On December 16, 2002, Gregory Chukwu purchased a one-way ticket on plaintiff's behalf from defendant's agent in Chicago, Illinois, for air travel between Lagos, Nigeria, and San Francisco, California. In purchasing plaintiff's ticket, Gregory Chukwu explained to defendant's ticket agent that plaintiff could not speak English or French, and that she needed to depart Nigeria on January 7, 2002, so that she could be accompanied by Pius Nwoye. Plaintiff's ticket was issued for January 7, 2002; however, she was denied a boarding pass for failure to provide proper travel documentation. She returned to Lagos Airport on January 8, 2002, with proper documentation, accompanied by a family member, who explained to defendant's employees that plaintiff could not speak English or French and needed assistance. Plaintiff's family member also informed defendant's employeesthat plaintiff was ill and needed a wheelchair. Plaintiff ultimately was permitted to board her flight on January 8, 2002.

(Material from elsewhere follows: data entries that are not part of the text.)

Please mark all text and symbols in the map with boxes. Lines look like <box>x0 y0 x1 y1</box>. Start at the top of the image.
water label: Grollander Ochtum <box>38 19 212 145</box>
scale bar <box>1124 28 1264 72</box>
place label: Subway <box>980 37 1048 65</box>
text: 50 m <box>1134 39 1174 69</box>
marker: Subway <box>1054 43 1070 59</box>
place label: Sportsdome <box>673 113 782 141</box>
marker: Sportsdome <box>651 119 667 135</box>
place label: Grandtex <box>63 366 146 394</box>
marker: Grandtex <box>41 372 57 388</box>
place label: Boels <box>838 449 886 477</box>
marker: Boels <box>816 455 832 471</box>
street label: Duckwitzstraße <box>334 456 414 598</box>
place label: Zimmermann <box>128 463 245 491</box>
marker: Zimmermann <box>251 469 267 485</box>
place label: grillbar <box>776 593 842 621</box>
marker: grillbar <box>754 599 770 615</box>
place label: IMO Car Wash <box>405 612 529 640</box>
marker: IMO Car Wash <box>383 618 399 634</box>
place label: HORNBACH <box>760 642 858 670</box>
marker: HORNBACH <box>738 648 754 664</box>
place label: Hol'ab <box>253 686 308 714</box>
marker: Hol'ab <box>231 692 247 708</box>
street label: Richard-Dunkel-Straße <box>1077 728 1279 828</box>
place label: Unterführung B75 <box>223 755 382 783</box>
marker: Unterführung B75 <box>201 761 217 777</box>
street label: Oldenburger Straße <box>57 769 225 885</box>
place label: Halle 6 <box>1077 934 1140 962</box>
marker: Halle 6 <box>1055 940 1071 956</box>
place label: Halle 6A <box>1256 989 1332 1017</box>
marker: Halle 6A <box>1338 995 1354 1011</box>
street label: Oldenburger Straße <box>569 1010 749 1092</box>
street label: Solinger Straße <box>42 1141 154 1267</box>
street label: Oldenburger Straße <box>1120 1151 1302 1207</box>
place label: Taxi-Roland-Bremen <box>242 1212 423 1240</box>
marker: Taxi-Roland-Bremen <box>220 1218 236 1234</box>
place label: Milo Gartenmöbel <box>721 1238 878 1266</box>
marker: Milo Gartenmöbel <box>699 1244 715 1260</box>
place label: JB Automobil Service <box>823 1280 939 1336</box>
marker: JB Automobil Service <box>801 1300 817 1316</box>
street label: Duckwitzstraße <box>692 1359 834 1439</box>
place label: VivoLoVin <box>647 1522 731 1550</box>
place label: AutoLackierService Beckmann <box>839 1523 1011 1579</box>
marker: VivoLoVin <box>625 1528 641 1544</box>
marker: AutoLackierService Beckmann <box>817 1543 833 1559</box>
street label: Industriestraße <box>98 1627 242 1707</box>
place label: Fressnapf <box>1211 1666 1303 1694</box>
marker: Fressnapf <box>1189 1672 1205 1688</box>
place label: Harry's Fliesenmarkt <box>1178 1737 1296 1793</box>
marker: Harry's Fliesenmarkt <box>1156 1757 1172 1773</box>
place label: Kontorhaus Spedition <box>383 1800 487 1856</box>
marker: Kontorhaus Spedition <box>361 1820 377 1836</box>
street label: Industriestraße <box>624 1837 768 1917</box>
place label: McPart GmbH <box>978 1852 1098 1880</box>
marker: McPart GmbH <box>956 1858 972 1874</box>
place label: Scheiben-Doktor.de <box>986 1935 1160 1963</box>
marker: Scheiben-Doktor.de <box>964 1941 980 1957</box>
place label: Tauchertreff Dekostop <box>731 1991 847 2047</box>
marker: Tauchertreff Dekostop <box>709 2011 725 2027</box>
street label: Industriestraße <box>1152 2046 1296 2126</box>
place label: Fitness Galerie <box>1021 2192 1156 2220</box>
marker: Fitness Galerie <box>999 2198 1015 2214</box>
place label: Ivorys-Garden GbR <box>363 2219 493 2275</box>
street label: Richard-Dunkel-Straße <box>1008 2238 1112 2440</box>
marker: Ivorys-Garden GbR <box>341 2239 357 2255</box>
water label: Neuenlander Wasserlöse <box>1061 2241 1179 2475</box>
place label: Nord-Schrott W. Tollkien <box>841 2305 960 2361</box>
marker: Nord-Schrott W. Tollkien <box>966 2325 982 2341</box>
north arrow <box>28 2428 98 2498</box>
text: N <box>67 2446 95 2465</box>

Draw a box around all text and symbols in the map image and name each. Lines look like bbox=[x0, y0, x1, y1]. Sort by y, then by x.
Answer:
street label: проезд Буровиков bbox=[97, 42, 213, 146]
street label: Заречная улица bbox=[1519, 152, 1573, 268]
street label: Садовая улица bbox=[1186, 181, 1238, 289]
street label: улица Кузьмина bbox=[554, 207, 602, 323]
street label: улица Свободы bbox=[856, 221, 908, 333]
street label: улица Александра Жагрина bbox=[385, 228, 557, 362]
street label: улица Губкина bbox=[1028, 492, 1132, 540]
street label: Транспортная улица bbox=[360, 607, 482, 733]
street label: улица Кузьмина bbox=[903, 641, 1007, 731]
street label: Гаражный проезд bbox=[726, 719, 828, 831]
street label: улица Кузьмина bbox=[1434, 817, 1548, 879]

In her third amended complaint, plaintiff seeks damages for "injuries to her mind and body" caused by the following alleged acts of defendant: (a) failure to provide a wheelchair to plaintiff and forcing her to walk "to and/or from" the boarding gates in Lagos, Paris and San Francisco; (b) failure to provide food and beverages to plaintiff throughout the duration of her flight; (c) failure to allow plaintiff to travel with her companion, Pius Nwoye, on January 7, 2002, the original date on her plane ticket; and (d) failure to provide an interpreter for plaintiff. 2

DISCUSSION

Subject Matter Jurisdiction

The parties do not dispute that defendant is properly characterized as a "for *984 eign state” under 28 U.S.C. § 1603(b)(2) because the Republic of France has a majority ownership interest in defendant. See also Santos v. Compagnie Nationale Air France, 934 F.2d 890, 891 (7th Cir.1991). Consequently, to determine whether subject matter jurisdiction exists over the instant dispute, the court must look to the Foreign Sovereign Immunities Act (FSIA), 28 U.S.C. §§ 1330, 1602 et seq., which provides “the sole basis for obtaining jurisdiction over a foreign state in United States courts.” Argentine Republic v. Amerada Hess Shipping Corp., 488 U.S. 428, 443, 109 S.Ct. 683, 693, 102 L.Ed.2d 818 (1989); 28 U.S.C. §§ 1330, 1604.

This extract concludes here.